Question

Liquid benzene (C6H6) burns inoxygen according to 2C6H6(l) +15O2 --->12CO2 + 6H2O how many litre of O2 at STP are needed to complete the combustion of 39g of liquid benzene?

Answer 1

To calculate this question:

Step 1: we need to find out 39g of liquid benzene is equivalent to how many moles of the liquid.

Moles = mass/molar mass
mass = 39g
molar mass= 78

Therefore moles of liquid benzene = 39/78 = 0.5 moles

Step 2: Use the equation plus the moles of the liquid benzene to find the moles of O₂ used.

2C₆H₆ +15O₂ --->12CO₂ + 6H₂O

We see that for every 2 moles of liquid benzene we require 15 moles of O₂ for the reaction.

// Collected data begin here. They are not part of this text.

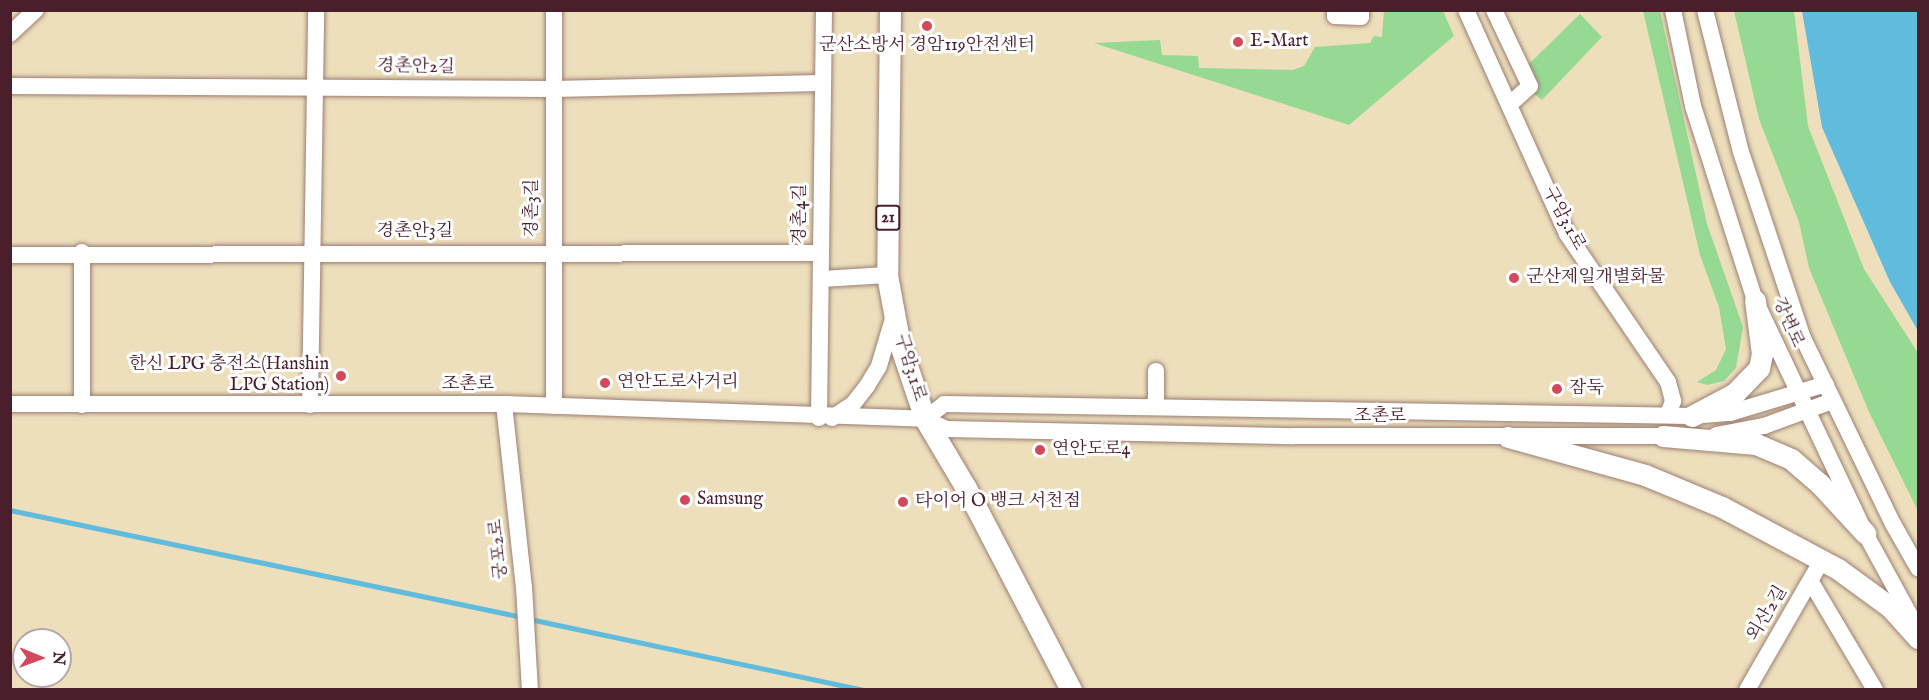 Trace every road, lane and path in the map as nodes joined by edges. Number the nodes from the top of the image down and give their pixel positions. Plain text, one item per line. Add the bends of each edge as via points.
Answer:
1 (36, 10) edge
2 (316, 10) edge
3 (554, 10) edge
4 (824, 10) edge
5 (890, 10) edge
6 (1335, 10) edge
7 (1361, 10) edge
8 (1466, 10) edge
9 (1494, 10) edge
10 (1673, 10) edge
11 (1705, 10) edge
12 (10, 34) edge
13 (821, 84) junction
14 (10, 86) edge
15 (317, 87) junction
16 (553, 89) junction
17 (1509, 105) junction
18 (553, 251) junction
19 (82, 252) junction
20 (311, 252) junction
21 (820, 253) junction
22 (10, 255) edge
23 (887, 275) junction
24 (822, 279) junction
25 (1755, 300) junction
26 (894, 315) junction
27 (1156, 371) dead end
28 (1826, 384) junction
29 (1800, 395) junction
30 (1833, 401) junction
31 (10, 404) edge
32 (504, 404) junction
33 (82, 405) junction
34 (310, 405) junction
35 (554, 406) junction
36 (1150, 407) junction
37 (1806, 412) junction
38 (1692, 416) junction
39 (825, 418) junction
40 (925, 419) junction
41 (1666, 426) junction
42 (1508, 437) junction
43 (1865, 533) junction
44 (1822, 560) junction
45 (1918, 568) edge
46 (1811, 582) junction
47 (1918, 631) edge
48 (1918, 638) edge
49 (530, 690) edge
50 (1071, 690) edge
51 (1747, 690) edge
52 (1875, 690) edge

1 - 12 street
2 - 15 street
3 - 16 street, 경촌3길
4 - 13 street, 경촌4길
5 - 23 main road, 구암3.1로 / 21
6 - 7 street via 1335,16 1361,17
8 - 17 street, 구암3.1로
9 - 17 street via 1530,86
10 - 25 street, 강변로 via 1693,106
11 - 28 street, 강변로 via 1741,152 1775,261 1803,338
13 - 16 street, 경촌안2길
13 - 21 street, 경촌4길
14 - 15 street, 경촌안2길
15 - 16 street, 경촌안2길
15 - 20 street
16 - 18 street, 경촌3길
17 - 41 street, 구암3.1로 via 1567,234 1668,382 1673,401
18 - 20 street, 경촌안3길
18 - 21 street, 경촌안3길
18 - 35 street, 경촌3길
19 - 20 street, 경촌안3길
19 - 22 street, 경촌안3길
19 - 33 street
20 - 34 street
21 - 24 street, 경촌4길
23 - 24 street
23 - 26 main road, 구암3.1로 / 21
24 - 39 street, 경촌4길
25 - 29 street, 강변로
25 - 38 main road via 1762,354 1759,368 1735,393
26 - 39 street via 879,366 867,386 853,404
26 - 40 main road, 구암3.1로 / 21
27 - 36 street via 1156,401
28 - 29 street, 조촌로
28 - 30 street, 강변로
29 - 37 street, 강변로
29 - 38 street, 조촌로 via 1730,413
30 - 37 street, 조촌로
30 - 45 street, 강변로
31 - 33 street, 조촌로
32 - 34 street, 조촌로
32 - 35 street, 조촌로
32 - 49 street, 궁포2로 via 524,587
33 - 34 street, 조촌로
35 - 39 street, 조촌로
36 - 40 street, 조촌로 via 944,404
36 - 41 street, 조촌로
37 - 41 street, 조촌로 via 1726,435
37 - 43 street, 강변로
38 - 41 street, 조촌로
39 - 40 street, 조촌로
40 - 42 street, 조촌로 via 946,429
40 - 50 main road, 구암3.1로 / 21 via 966,488
41 - 42 street, 조촌로
41 - 43 main road via 1756,444 1791,459
42 - 44 main road via 1645,475 1722,507
43 - 47 street, 강변로
44 - 46 street, 외산2길
44 - 48 main road via 1890,607
46 - 51 street, 외산2길 via 1777,633
46 - 52 street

Thus;

If 2 moles benzene needs 15 moles of oxygen,
Then 0.5 moles will need   15 ₓ 0.5/2 = 3.75 moles of oxygen.

Step 3: Calculate the volume of oxygen required from its moles calculated
 
The ideal gas law states that 1 mole of an ideal gas will occupy 22.4 liters at STP(standard temperature and pressure)

Therefore if 1 mole of oxygen occupies 22.4 liters,
Then 3.75 moles of oxygen will occupy;
                       22.4 liters ₓ 3.75 moles/1 mole = 84 liters

Therefore 84 liters of oxygen is what is required to completely burn 39g of liquid benzene. 

Answer 2

2 C6H6 + 15 O2 --------------------> 12CO2 + 6 H2O

156gm -----480gm

so for combustion of 39 gm of C6H6 O2 required = 480x39/156

= 120 gm O2

so volume of 120 gm of O2 at STP = 22.4 x120/32 [ molar volume of O2= 22.4 L ]

= 84 liters answer